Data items
=======

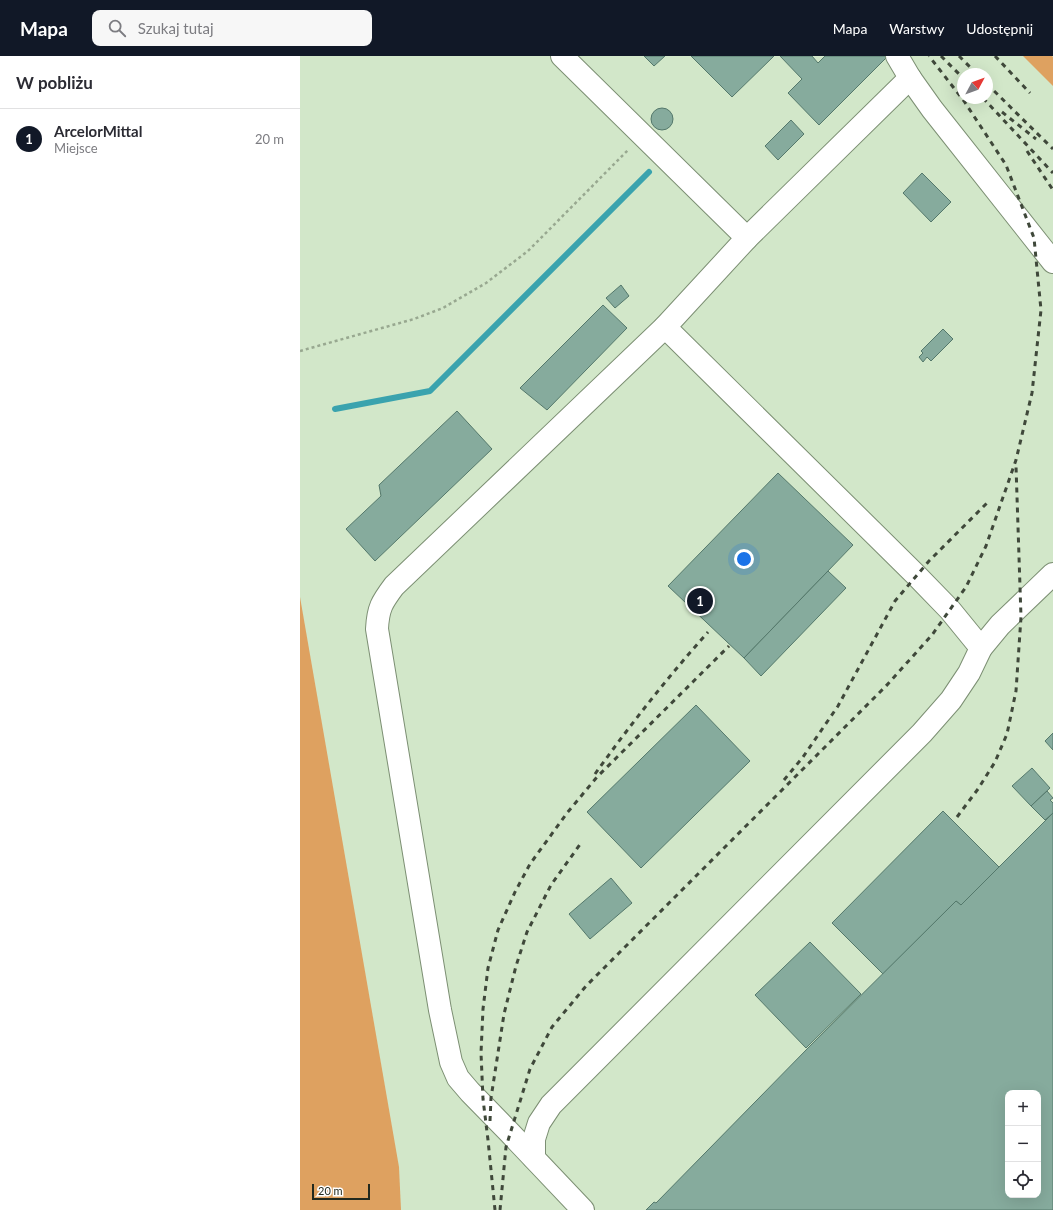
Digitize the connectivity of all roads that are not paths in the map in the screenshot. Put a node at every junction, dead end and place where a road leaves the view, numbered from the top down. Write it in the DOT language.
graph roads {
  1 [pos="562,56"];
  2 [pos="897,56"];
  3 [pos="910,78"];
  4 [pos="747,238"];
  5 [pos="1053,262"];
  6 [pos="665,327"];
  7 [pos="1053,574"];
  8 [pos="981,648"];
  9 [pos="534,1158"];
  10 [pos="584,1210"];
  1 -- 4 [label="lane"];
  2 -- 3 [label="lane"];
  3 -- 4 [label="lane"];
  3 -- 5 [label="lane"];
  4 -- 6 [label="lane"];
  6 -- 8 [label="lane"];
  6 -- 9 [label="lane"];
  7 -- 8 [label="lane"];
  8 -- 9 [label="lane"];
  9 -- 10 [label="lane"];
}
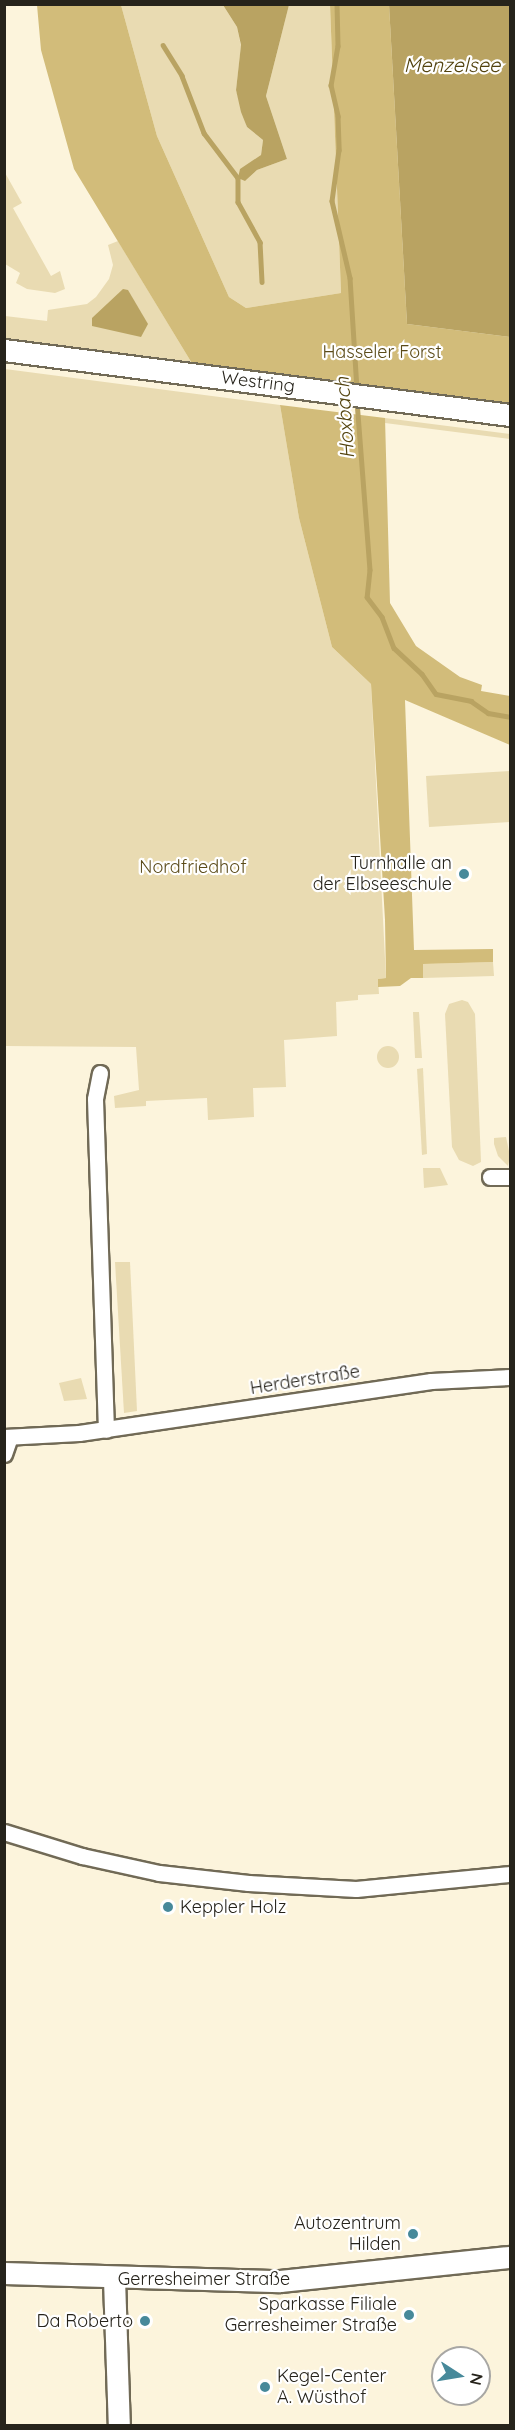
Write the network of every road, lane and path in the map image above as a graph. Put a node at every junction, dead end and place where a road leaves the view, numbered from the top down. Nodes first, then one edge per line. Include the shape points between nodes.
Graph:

=======

**Goal of the exercise**
Reproduce every record word for word. The copy must contain no pictures.

**Written solution**
Digitize the connectivity of all roads that are not paths in the map in the screenshot. Put a node at every junction, dead end and place where a road leaves the view, numbered from the top down. Write it in the DOT language.
graph roads {
  1 [pos="562,56"];
  2 [pos="897,56"];
  3 [pos="910,78"];
  4 [pos="747,238"];
  5 [pos="1053,262"];
  6 [pos="665,327"];
  7 [pos="1053,574"];
  8 [pos="981,648"];
  9 [pos="534,1158"];
  10 [pos="584,1210"];
  1 -- 4 [label="lane"];
  2 -- 3 [label="lane"];
  3 -- 4 [label="lane"];
  3 -- 5 [label="lane"];
  4 -- 6 [label="lane"];
  6 -- 8 [label="lane"];
  6 -- 9 [label="lane"];
  7 -- 8 [label="lane"];
  8 -- 9 [label="lane"];
  9 -- 10 [label="lane"];
}
Write the network of every road, lane and path in the map image above as a graph. Put a node at every junction, dead end and place where a road leaves the view, numbered from the top down. Nodes first, then one edge per line. Include the shape points between nodes.
Graph:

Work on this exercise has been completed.